Nîmes, ses arènes romaines, sa Maison carrée, sa Tour Magne, son nouveau musée de la Romanité... et maintenant – enfin ! – son festival de musique classique. Certes Montpellier, Aix-en-Provence, La Roque d'Anthéron ne sont pas très loin, mais pourquoi le chef-lieu du Gard, où pourtant nombre de grands musiciens ont élu domicile, s'est-il si longtemps abstenu de toute manifestation estivale d'envergure ? Mystère.
Heureusement les Rencontres musicales de Nîmes qui en sont à leur troisième édition ont relevé le défi, sous la houlette de Philippe Bernhard, ancien premier violon du Quatuor Modigliani. Comme le firent il y a plus de 30 ans à Salon-de-Provence Emmanuel Pahud, Éric Le Sage et Paul Meyer, c'est une bande de copains qui assume collectivement la programmation de ces cinq concerts. Leurs noms ? Le pianiste Alexandre Kantorow, la violoniste Liya Petrova et le violoncelliste Aurélien Pascal. Ce mercredi soir, ils avaient invité auprès d'eux le pianiste Théo Fouchenneret, le violoncelliste Edgar Moreau, les altistes Grégoire Vecchioni et Paul Zientara ainsi que le violoniste Shuichi Okada, pour un programme sobrement intitulé 1842.

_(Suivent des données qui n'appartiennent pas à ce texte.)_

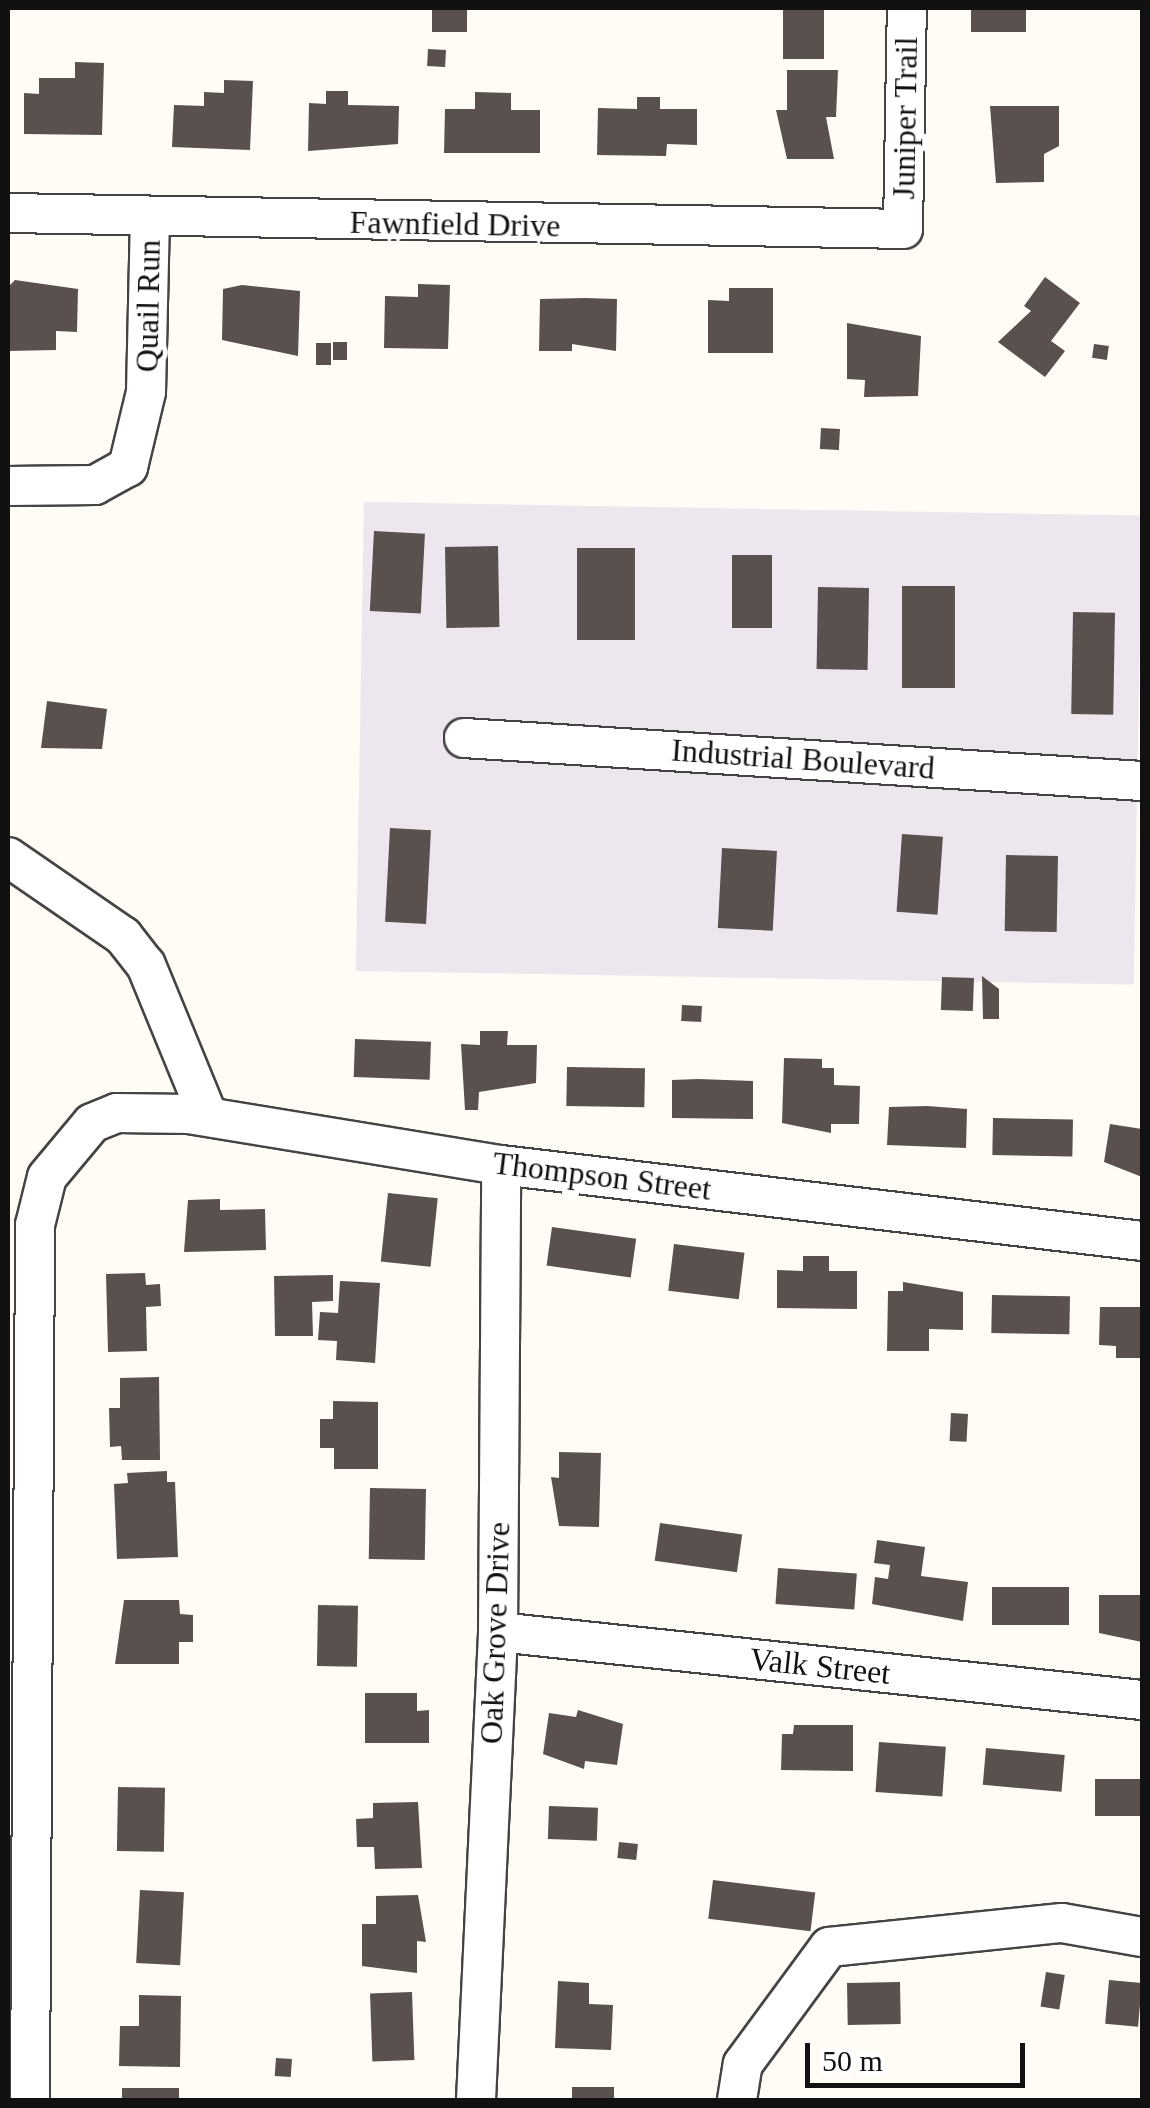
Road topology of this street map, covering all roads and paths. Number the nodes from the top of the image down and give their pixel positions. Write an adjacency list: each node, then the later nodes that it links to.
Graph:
1 (907, 8): 4 (street, Juniper Trail)
2 (8, 213): 3 (street, Fawnfield Drive)
3 (150, 220): 4 (street, Fawnfield Drive); 5 (street, Quail Run)
4 (903, 229)
5 (8, 486)
6 (464, 738): 7 (street, Industrial Boulevard)
7 (1142, 781)
8 (8, 857): 9 (street)
9 (208, 1116): 10 (street, Thompson Street); 15 (street, Thompson Street)
10 (501, 1165): 11 (street, Thompson Street); 12 (street, Oak Grove Drive)
11 (1142, 1240)
12 (498, 1632): 13 (street, Valk Street); 16 (street, Oak Grove Drive)
13 (1142, 1700)
14 (1142, 1937): 17 (street)
15 (30, 2100)
16 (476, 2100)
17 (737, 2100)

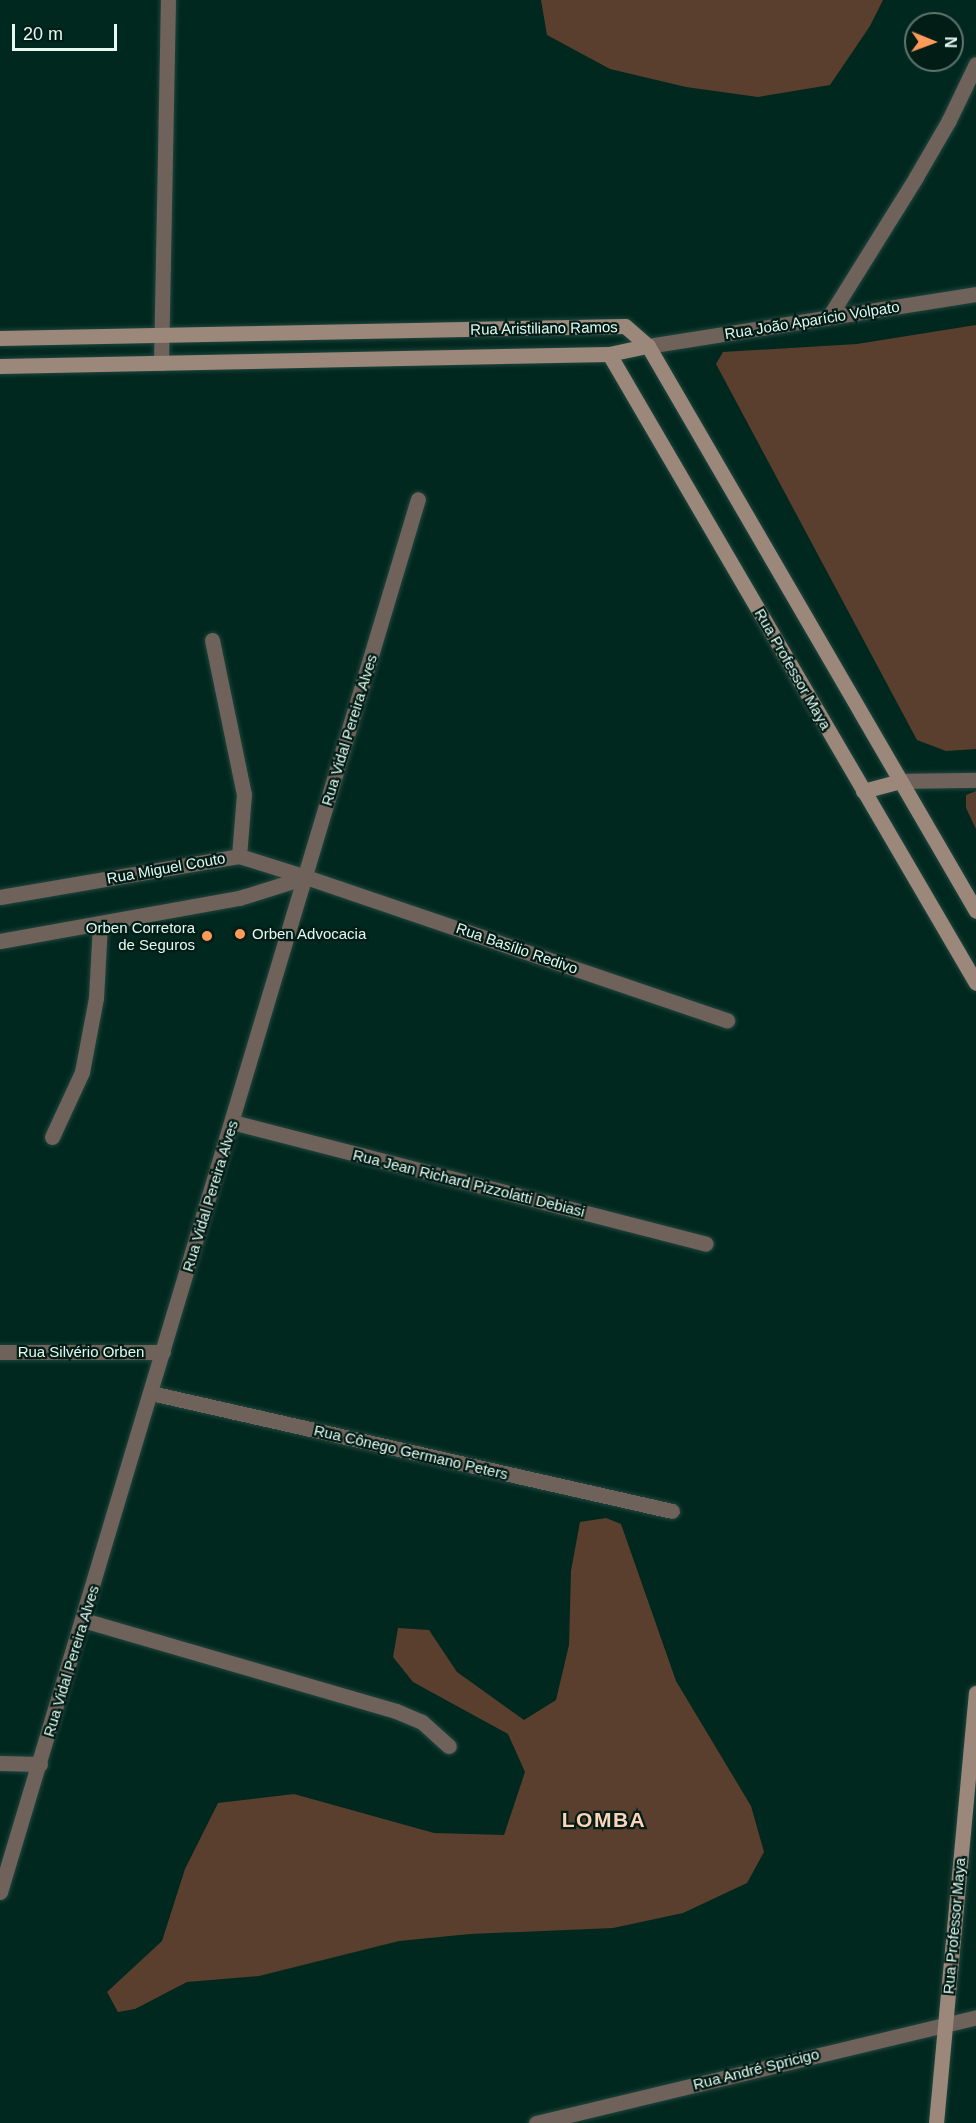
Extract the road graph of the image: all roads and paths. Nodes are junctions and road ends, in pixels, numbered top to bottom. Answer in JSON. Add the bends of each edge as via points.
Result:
{"nodes":[{"id":1,"x":168,"y":0,"type":"edge"},
{"id":2,"x":976,"y":64,"type":"edge"},
{"id":3,"x":976,"y":294,"type":"edge"},
{"id":4,"x":829,"y":317,"type":"junction"},
{"id":5,"x":418,"y":330,"type":"junction"},
{"id":6,"x":161,"y":335,"type":"junction"},
{"id":7,"x":0,"y":338,"type":"edge"},
{"id":8,"x":648,"y":346,"type":"junction"},
{"id":9,"x":609,"y":354,"type":"junction"},
{"id":10,"x":418,"y":358,"type":"junction"},
{"id":11,"x":161,"y":363,"type":"junction"},
{"id":12,"x":0,"y":366,"type":"edge"},
{"id":13,"x":418,"y":499,"type":"dead end"},
{"id":14,"x":212,"y":640,"type":"dead end"},
{"id":15,"x":976,"y":780,"type":"edge"},
{"id":16,"x":900,"y":781,"type":"junction"},
{"id":17,"x":863,"y":790,"type":"junction"},
{"id":18,"x":239,"y":856,"type":"junction"},
{"id":19,"x":306,"y":877,"type":"junction"},
{"id":20,"x":0,"y":897,"type":"edge"},
{"id":21,"x":976,"y":911,"type":"edge"},
{"id":22,"x":100,"y":923,"type":"junction"},
{"id":23,"x":0,"y":941,"type":"edge"},
{"id":24,"x":976,"y":983,"type":"edge"},
{"id":25,"x":728,"y":1020,"type":"dead end"},
{"id":26,"x":232,"y":1122,"type":"junction"},
{"id":27,"x":52,"y":1137,"type":"dead end"},
{"id":28,"x":706,"y":1244,"type":"dead end"},
{"id":29,"x":0,"y":1352,"type":"edge"},
{"id":30,"x":163,"y":1352,"type":"junction"},
{"id":31,"x":151,"y":1393,"type":"junction"},
{"id":32,"x":672,"y":1511,"type":"dead end"},
{"id":33,"x":83,"y":1620,"type":"junction"},
{"id":34,"x":976,"y":1693,"type":"edge"},
{"id":35,"x":449,"y":1746,"type":"dead end"},
{"id":36,"x":0,"y":1763,"type":"edge"},
{"id":37,"x":40,"y":1764,"type":"junction"},
{"id":38,"x":970,"y":1818,"type":"edge"},
{"id":39,"x":0,"y":1892,"type":"edge"},
{"id":40,"x":976,"y":2017,"type":"edge"},
{"id":41,"x":945,"y":2023,"type":"junction"},
{"id":42,"x":536,"y":2123,"type":"edge"},
{"id":43,"x":936,"y":2123,"type":"edge"}],
"edges":[{"from":1,"to":6,"type":"street"},
{"from":2,"to":4,"type":"street","via":[[927,158]]},
{"from":3,"to":4,"type":"street","name":"Rua João Aparício Volpato"},
{"from":4,"to":8,"type":"street","name":"Rua João Aparício Volpato"},
{"from":5,"to":6,"type":"main road","name":"Rua Aristiliano Ramos"},
{"from":5,"to":8,"type":"main road","name":"Rua Aristiliano Ramos","via":[[625,326]]},
{"from":5,"to":10,"type":"main road"},
{"from":6,"to":7,"type":"main road","name":"Rua Aristiliano Ramos"},
{"from":6,"to":11,"type":"street"},
{"from":8,"to":9,"type":"main road","name":"Rua Aristiliano Ramos"},
{"from":8,"to":16,"type":"main road"},
{"from":9,"to":10,"type":"main road","name":"Rua Aristiliano Ramos"},
{"from":9,"to":17,"type":"main road","name":"Rua Professor Maya"},
{"from":10,"to":11,"type":"main road","name":"Rua Aristiliano Ramos"},
{"from":11,"to":12,"type":"main road","name":"Rua Aristiliano Ramos"},
{"from":13,"to":19,"type":"street","name":"Rua Vidal Pereira Alves"},
{"from":14,"to":18,"type":"street","via":[[244,794]]},
{"from":15,"to":16,"type":"street"},
{"from":16,"to":17,"type":"main road"},
{"from":16,"to":21,"type":"main road"},
{"from":17,"to":24,"type":"main road","name":"Rua Professor Maya"},
{"from":18,"to":19,"type":"street","name":"Rua Miguel Couto"},
{"from":18,"to":20,"type":"street","name":"Rua Miguel Couto"},
{"from":19,"to":22,"type":"street","via":[[239,898]]},
{"from":19,"to":25,"type":"street","name":"Rua Basílio Redivo"},
{"from":19,"to":26,"type":"street","name":"Rua Vidal Pereira Alves"},
{"from":22,"to":23,"type":"street"},
{"from":22,"to":27,"type":"street","via":[[96,998],[82,1072]]},
{"from":26,"to":28,"type":"street","name":"Rua Jean Richard Pizzolatti Debiasi"},
{"from":26,"to":30,"type":"street","name":"Rua Vidal Pereira Alves"},
{"from":29,"to":30,"type":"street","name":"Rua Silvério Orben"},
{"from":30,"to":31,"type":"street","name":"Rua Vidal Pereira Alves"},
{"from":31,"to":32,"type":"street","name":"Rua Cônego Germano Peters"},
{"from":31,"to":33,"type":"street","name":"Rua Vidal Pereira Alves"},
{"from":33,"to":35,"type":"street","via":[[396,1711],[422,1722]]},
{"from":33,"to":37,"type":"street","name":"Rua Vidal Pereira Alves"},
{"from":34,"to":38,"type":"main road","name":"Rua Professor Maya"},
{"from":36,"to":37,"type":"street"},
{"from":37,"to":39,"type":"street","name":"Rua Vidal Pereira Alves"},
{"from":38,"to":41,"type":"main road","name":"Rua Professor Maya"},
{"from":40,"to":41,"type":"street","name":"Rua André Spricigo"},
{"from":41,"to":42,"type":"street","name":"Rua André Spricigo"},
{"from":41,"to":43,"type":"main road","name":"Rua Professor Maya"}]}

Il fait encore chaud, très chaud, à 21h dans le Temple de l'Oratoire comble d'un public essentiellement local. On n'a pas bien compris le pourquoi de la première œuvre du programme : la Méditation de Thaïs de Massenet est traditionnellement plutôt donnée en bis, mais Massenet est né... en 1842. Un échauffement avant de se lancer dans le Quatuor pour piano et cordes op. 47 de Schumann ? Liya Petrova est toute sobriété et délicatesse, généreusement soutenue par le piano mordoré de Théo Fouchenneret.
Le programme de salle est ainsi (mal) fait qu'on ne sait pas qui joue de quoi et qui va jouer quoi. C'est perturbant pour un public certes mélomane mais qui, on s'en apercevra à plusieurs reprises, n'identifie pas immédiatement les artistes, même déjà « vus à la télé » comme Kantorow ou Moreau. Pour le Quatuor op. 47, c'est une équipe formée d'Alexandre Kantorow, Liya Petrova, Paul Zientara et Edgar Moreau qui s'installe sur scène. Dès l'entame du Sostenuto assai on sait que ce quatuor de musiciens ne confond pas romantisme et exhibitionnisme. Il y a quelque chose de l'ordre de la pudeur, de la douceur, dans cette vision d'un Schumann heureux. Peut-être le halo de réverbération qui entoure les musiciens, auquel on finira par s'accoutumer, contribue-t-il à cette impression.
Dans les deuxième et quatrième mouvements, l'énergie déployée par l'ensemble n'est jamais tapageuse ni péremptoire. On ne sait pas combien de temps ce quatuor d'occasion a répété mais l'entente semble si naturelle, les quatre mouvements de l'œuvre s'enchaînent dans un continuum fluide qui n'exacerbe pas les contrastes et qui avance propulsé par une ardeur contagieuse. Aucun ne tire la couverture à soi, le piano d'Alexandre Kantorow encore moins que les autres alors que la partition le lui permettrait.